Nesse tempo, o inquérito policial foi concluído, a ação penal esgotou absolutamente toda a instrução, sobreveio decisão de pronúncia que, pela própria natureza (materialidade e autoria), não obstante a potencialidade da tese defensiva que, realmente, merece o melhor palco do tribunal do júri, e com meras repetições e supostos fundamentos da prisão preventiva, manteve-a nos precisos critérios da garantia da ordem pública, da preservação da instrução criminal e da garantia da aplicação da lei penal.

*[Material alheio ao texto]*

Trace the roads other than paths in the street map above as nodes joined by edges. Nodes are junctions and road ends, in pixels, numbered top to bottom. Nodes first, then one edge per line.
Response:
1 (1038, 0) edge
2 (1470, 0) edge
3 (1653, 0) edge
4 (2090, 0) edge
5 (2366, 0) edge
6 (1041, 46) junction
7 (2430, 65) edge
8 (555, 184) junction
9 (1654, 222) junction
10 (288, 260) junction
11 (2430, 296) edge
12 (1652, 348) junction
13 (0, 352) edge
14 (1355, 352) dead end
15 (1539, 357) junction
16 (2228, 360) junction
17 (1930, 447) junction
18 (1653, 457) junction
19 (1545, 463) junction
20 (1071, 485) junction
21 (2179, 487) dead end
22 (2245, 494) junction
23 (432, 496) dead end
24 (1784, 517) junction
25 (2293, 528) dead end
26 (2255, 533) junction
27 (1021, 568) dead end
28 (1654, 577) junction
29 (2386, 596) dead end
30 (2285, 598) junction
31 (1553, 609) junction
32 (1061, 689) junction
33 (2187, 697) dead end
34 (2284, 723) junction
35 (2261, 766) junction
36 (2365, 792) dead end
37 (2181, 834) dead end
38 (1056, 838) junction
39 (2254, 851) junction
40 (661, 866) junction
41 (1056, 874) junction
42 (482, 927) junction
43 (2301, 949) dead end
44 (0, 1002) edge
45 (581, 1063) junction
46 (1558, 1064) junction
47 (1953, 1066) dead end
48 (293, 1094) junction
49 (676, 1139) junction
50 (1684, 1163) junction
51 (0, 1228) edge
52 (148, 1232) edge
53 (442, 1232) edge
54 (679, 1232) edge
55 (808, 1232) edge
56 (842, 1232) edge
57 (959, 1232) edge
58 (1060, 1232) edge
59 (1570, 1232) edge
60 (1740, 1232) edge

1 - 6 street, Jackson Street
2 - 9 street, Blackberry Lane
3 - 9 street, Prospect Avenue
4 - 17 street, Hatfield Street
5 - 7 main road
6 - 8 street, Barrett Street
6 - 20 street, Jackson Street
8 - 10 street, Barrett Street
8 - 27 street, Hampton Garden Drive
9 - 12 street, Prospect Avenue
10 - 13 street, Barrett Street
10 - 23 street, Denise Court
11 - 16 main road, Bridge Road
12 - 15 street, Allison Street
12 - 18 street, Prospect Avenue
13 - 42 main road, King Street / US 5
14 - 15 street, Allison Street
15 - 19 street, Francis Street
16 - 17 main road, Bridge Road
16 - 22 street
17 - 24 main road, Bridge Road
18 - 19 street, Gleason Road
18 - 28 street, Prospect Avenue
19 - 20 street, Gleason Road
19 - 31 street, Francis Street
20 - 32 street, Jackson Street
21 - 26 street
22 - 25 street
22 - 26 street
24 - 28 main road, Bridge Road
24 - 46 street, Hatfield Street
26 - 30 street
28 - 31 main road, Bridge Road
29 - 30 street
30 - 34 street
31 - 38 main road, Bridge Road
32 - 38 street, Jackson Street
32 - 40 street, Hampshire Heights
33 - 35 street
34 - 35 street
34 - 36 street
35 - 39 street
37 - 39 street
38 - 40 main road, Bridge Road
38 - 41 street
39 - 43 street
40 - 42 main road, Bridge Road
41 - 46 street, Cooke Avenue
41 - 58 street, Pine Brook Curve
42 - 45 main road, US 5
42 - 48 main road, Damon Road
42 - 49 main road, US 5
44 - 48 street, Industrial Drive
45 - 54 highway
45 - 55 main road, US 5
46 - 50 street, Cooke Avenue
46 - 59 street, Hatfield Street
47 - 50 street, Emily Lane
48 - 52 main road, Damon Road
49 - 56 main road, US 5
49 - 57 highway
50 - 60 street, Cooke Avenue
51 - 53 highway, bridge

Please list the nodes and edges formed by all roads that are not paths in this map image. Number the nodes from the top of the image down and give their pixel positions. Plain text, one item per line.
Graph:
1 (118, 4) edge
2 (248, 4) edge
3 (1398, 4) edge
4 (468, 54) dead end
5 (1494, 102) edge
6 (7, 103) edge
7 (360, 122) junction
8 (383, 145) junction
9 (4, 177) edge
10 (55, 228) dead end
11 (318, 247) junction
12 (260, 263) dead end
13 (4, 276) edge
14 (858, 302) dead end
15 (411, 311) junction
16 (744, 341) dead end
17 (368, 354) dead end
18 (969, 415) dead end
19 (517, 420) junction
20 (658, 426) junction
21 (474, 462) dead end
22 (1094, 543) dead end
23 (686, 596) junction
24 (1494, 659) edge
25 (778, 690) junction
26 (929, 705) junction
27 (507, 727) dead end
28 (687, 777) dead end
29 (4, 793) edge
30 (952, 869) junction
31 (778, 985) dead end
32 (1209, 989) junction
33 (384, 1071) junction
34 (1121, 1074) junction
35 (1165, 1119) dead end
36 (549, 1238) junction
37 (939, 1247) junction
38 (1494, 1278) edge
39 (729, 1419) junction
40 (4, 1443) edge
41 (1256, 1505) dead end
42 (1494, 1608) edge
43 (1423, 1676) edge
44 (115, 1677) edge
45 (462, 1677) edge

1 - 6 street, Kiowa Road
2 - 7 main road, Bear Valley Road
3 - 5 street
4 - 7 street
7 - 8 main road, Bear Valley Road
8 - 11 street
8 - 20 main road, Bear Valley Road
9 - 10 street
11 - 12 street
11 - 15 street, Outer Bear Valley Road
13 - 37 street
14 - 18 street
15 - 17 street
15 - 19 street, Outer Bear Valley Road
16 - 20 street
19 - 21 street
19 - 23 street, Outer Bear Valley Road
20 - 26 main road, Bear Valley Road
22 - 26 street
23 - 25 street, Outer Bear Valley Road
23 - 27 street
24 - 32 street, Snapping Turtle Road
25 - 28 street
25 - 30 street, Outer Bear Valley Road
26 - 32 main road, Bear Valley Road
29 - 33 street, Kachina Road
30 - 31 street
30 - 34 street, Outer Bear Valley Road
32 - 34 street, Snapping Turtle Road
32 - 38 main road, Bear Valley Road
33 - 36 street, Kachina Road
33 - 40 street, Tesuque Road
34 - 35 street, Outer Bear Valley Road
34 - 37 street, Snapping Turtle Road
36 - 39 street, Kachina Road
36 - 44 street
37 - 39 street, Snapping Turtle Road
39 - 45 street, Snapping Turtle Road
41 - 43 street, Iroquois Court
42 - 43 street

Pois bem, senhor presidente, nobre relator, senhor vogal. Gostaria de comentar esses três pontos da preventiva que ainda injustamente persiste.

1) Ordem pública

Convenhamos: ninguém sabe o que é ordem pública. O legislador não soube definir. O magistrado repetiu o texto normativo sem saber o alcance de seu sentido. O tribunal, e eu me refiro aos tribunais de maneira geral, como esta própria corte, têm confundido ordem pública com o espetáculo da comoção social.

Em nome de uma ordem pública ininteligível, tola e sem sentido, prendem desmedidamente, diretamente de seus confortáveis gabinetes com ar condicionado, muitas vezes sem sequer haver uma vez na vida sentido o cheiro do cárcere.

Senhor relator: eu defino ordem púbica. E ela não é nada mais que um clima de tensão e medo insuflado por esses toscos programas de TV que atravessam dia e noite às famílias a máxima do bandido bom.

Ordem pública é essa criação espetaculosa da mídia comprometida com um status de segurança que ela própria ajudou a deturpar.

Ordem pública é a imperiosa crença popular, midiática, policialesca, ministerial e judiciária que, diante do crime “chocante”, ganha a plausibilidade de haver abalado a sociedade, num íntimo arquetípico moldado pelo inconsciente coletivo que clama por justiça.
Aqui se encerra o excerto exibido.